Exercise details: Return all the lines below in which the string "than" appears.

Recorded information:
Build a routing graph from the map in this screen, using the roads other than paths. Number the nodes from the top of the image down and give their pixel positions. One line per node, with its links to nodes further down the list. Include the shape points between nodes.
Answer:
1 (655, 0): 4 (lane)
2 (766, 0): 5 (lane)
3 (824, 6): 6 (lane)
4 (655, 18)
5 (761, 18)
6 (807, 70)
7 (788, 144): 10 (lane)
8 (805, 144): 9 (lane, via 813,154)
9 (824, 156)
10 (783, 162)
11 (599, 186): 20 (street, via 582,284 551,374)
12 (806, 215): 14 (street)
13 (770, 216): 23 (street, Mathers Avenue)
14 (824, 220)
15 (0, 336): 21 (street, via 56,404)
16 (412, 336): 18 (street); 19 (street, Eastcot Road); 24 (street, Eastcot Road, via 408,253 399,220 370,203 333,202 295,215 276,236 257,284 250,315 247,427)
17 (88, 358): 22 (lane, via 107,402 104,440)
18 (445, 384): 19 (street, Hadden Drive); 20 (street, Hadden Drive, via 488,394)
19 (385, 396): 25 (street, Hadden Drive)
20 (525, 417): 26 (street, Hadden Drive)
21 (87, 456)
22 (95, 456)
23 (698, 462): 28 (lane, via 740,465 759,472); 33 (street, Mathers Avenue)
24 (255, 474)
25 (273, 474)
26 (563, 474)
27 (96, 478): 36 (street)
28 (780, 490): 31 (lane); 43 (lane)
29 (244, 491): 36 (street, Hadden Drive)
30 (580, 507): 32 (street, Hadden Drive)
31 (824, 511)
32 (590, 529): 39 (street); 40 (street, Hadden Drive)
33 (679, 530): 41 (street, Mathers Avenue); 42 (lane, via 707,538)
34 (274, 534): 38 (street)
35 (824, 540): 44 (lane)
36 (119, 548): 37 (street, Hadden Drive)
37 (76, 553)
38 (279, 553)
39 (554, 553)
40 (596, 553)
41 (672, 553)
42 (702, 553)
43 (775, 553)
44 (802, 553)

* * *

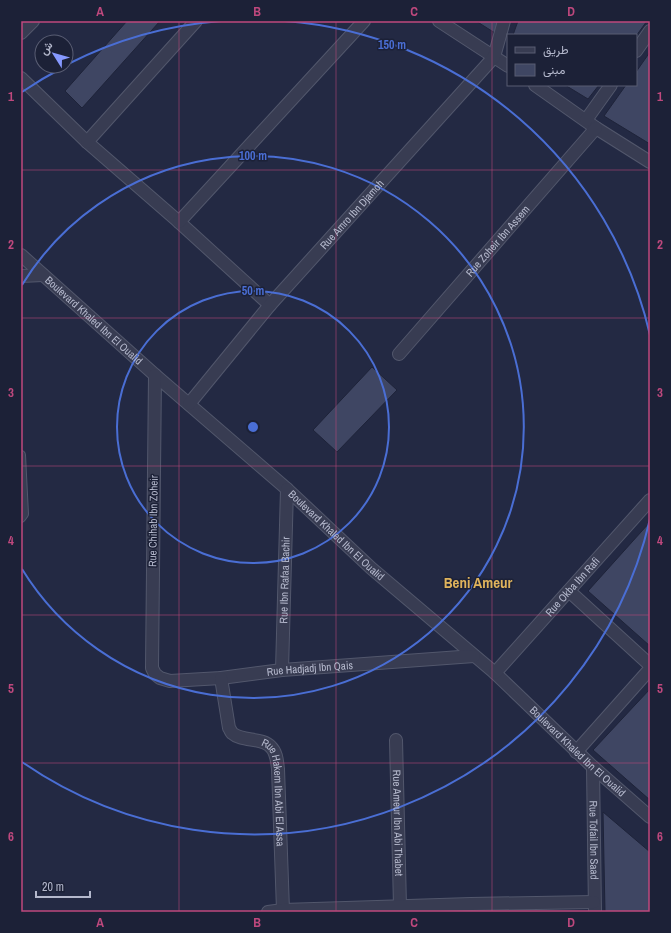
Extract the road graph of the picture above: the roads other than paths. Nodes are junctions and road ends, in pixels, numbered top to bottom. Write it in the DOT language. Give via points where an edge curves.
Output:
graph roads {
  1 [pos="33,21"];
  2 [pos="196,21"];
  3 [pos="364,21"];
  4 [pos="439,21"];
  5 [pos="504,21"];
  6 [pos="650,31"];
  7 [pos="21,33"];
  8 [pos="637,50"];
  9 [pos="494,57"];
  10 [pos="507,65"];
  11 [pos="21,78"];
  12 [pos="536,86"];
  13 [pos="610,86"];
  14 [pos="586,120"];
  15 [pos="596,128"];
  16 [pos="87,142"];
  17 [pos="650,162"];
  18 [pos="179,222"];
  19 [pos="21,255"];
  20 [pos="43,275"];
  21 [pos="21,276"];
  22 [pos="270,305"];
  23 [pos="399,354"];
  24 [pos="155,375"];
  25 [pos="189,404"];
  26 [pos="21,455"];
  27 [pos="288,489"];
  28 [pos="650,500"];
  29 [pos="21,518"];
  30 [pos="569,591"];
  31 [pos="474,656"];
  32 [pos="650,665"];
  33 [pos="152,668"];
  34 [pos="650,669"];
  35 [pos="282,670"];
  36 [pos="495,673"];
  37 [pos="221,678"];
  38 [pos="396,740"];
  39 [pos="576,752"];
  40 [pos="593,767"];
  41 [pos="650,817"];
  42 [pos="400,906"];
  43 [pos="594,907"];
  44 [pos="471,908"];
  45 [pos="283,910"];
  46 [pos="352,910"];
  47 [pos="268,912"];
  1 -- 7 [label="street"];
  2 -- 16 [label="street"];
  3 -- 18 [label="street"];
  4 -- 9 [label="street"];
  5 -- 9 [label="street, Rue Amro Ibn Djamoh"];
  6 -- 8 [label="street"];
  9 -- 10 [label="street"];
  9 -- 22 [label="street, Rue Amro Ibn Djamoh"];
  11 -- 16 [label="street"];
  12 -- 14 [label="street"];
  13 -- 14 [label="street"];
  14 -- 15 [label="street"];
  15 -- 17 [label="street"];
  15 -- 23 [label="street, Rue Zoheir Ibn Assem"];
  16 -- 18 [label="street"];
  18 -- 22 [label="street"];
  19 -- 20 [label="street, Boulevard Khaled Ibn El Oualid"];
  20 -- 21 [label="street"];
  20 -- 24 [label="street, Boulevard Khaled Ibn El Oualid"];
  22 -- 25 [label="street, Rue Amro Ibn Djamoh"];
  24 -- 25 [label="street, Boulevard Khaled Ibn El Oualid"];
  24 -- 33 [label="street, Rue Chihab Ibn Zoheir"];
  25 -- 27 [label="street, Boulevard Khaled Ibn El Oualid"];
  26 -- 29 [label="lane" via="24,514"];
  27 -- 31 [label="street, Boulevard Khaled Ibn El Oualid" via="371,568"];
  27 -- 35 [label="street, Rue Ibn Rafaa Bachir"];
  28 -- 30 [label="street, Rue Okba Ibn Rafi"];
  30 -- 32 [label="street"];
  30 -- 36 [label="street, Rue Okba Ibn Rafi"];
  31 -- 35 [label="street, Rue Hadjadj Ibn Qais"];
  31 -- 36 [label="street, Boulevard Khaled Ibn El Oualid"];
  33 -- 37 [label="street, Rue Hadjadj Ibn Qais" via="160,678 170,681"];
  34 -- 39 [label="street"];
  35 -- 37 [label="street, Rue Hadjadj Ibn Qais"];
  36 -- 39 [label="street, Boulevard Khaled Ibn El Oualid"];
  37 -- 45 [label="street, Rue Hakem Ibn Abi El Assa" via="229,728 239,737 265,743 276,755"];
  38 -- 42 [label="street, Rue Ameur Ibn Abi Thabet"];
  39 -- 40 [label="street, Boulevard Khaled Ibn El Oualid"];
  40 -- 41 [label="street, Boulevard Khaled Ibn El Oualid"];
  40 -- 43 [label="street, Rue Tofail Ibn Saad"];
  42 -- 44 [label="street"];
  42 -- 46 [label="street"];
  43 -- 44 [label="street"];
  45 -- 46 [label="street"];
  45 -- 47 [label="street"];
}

Your response:
Build a routing graph from the map in this screen, using the roads other than paths. Number the nodes from the top of the image down and give their pixel positions. One line per node, with its links to nodes further down the list. Include the shape points between nodes.
Extract the road graph of the picture above: the roads other than paths. Nodes are junctions and road ends, in pixels, numbered top to bottom. Write it in the DOT language. Give via points where an edge curves.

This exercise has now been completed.